▸ WHAT TO WORK ON
Go through the entries below and return every line that contains "הימים".

Data items
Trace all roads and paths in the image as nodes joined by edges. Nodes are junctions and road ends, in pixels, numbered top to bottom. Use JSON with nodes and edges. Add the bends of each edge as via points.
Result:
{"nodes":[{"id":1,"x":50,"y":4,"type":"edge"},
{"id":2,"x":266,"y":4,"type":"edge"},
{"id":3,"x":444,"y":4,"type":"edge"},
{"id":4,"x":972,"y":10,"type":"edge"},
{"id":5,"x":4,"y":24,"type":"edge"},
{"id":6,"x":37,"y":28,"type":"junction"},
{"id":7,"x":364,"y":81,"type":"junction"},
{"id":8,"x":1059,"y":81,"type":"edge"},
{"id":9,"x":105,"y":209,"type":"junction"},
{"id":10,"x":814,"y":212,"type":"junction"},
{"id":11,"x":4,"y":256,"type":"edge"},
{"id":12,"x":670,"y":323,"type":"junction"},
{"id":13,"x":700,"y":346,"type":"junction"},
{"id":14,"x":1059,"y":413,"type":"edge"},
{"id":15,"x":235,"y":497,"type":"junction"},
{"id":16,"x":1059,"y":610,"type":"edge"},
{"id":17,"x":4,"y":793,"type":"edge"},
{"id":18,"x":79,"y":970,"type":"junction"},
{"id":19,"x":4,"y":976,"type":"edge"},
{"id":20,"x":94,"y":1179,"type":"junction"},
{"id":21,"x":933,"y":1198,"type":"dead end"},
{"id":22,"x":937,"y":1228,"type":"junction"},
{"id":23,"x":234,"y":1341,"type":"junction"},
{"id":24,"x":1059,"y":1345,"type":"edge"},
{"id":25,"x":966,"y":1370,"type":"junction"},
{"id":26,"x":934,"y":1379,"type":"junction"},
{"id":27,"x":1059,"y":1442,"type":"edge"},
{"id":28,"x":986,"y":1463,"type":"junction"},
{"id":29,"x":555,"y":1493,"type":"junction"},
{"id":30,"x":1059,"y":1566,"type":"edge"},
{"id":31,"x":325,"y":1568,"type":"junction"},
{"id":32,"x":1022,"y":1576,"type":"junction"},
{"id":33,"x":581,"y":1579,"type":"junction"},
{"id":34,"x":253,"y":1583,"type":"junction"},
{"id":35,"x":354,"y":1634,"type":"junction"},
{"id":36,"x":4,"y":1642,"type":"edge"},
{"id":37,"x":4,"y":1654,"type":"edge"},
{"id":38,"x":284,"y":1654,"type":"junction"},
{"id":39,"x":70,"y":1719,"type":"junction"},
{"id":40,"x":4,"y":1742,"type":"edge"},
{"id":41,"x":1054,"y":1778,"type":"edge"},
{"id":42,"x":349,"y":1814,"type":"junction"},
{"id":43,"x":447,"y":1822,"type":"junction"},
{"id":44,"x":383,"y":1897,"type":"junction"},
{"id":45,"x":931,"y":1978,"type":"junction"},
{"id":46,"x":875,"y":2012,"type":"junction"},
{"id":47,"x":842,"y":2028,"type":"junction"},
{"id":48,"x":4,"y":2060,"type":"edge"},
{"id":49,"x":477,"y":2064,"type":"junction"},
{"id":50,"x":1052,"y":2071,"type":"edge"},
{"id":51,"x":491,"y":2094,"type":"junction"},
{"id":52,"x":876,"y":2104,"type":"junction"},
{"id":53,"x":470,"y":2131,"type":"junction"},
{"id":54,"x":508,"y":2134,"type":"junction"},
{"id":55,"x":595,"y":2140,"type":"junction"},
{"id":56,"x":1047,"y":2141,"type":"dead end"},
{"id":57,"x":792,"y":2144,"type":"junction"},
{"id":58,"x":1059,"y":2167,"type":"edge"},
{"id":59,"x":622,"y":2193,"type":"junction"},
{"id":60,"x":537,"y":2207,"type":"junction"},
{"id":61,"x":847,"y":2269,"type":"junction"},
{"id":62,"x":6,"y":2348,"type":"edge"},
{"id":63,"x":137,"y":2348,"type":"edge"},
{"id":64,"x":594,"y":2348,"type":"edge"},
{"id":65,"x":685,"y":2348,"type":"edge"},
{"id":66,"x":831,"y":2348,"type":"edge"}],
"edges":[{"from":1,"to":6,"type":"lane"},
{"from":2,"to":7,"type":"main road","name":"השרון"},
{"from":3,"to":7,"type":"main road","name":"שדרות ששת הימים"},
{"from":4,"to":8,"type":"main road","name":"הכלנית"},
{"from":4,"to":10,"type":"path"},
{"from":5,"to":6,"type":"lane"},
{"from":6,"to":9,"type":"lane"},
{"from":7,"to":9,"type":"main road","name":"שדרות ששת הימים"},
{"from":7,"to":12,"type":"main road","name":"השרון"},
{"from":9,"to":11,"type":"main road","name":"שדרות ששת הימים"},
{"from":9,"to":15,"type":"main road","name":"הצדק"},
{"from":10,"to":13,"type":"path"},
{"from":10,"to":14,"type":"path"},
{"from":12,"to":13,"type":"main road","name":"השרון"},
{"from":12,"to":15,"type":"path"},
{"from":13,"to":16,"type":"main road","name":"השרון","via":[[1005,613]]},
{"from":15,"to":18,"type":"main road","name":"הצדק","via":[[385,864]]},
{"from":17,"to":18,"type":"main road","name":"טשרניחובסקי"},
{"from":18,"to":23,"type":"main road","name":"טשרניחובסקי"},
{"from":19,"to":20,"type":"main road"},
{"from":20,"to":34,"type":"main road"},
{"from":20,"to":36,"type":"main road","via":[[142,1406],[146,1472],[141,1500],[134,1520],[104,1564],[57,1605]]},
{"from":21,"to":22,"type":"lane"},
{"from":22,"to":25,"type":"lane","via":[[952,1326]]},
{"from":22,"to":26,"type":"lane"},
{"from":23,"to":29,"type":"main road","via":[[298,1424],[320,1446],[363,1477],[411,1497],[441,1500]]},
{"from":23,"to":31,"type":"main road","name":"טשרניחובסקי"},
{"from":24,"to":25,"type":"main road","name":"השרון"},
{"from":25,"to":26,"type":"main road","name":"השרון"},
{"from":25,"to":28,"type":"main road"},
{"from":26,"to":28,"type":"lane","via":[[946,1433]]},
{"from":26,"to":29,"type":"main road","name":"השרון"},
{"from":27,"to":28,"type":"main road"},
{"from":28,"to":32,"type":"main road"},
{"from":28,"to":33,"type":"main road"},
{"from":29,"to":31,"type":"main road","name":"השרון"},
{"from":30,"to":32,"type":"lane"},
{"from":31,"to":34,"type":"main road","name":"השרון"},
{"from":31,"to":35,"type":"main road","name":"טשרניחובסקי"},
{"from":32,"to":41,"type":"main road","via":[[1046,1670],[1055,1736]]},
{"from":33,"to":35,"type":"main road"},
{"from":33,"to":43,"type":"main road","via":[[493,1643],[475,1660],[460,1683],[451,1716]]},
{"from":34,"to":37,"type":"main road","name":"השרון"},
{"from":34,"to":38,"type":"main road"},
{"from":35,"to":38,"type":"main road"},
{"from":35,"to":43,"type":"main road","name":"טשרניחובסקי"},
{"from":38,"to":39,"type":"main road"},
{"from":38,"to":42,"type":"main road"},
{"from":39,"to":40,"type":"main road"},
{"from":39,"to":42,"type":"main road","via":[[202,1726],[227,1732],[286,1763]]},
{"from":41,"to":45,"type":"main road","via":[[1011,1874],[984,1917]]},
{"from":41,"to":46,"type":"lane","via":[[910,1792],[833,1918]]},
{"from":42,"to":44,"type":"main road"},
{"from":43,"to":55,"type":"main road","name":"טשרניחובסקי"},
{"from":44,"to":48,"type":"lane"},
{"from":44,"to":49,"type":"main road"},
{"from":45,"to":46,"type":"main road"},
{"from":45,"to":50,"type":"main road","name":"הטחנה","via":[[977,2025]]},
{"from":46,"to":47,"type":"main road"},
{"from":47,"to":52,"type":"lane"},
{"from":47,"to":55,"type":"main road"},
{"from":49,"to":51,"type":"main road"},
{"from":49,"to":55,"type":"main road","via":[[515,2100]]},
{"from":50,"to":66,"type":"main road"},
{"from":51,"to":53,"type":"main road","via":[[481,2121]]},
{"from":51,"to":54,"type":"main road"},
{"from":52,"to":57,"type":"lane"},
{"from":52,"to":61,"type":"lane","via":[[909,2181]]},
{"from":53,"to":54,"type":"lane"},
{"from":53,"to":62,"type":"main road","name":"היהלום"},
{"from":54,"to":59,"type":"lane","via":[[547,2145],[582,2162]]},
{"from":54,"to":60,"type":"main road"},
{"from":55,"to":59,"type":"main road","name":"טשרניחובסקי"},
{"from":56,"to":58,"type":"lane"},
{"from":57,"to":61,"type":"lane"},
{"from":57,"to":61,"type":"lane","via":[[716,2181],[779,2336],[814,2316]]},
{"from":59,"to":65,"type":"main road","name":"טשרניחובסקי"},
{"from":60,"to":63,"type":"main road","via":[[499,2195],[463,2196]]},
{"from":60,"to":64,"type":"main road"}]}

▸ EXERCISE RESPONSE
{"from":3,"to":7,"type":"main road","name":"שדרות ששת הימים"},
{"from":7,"to":9,"type":"main road","name":"שדרות ששת הימים"},
{"from":9,"to":11,"type":"main road","name":"שדרות ששת הימים"},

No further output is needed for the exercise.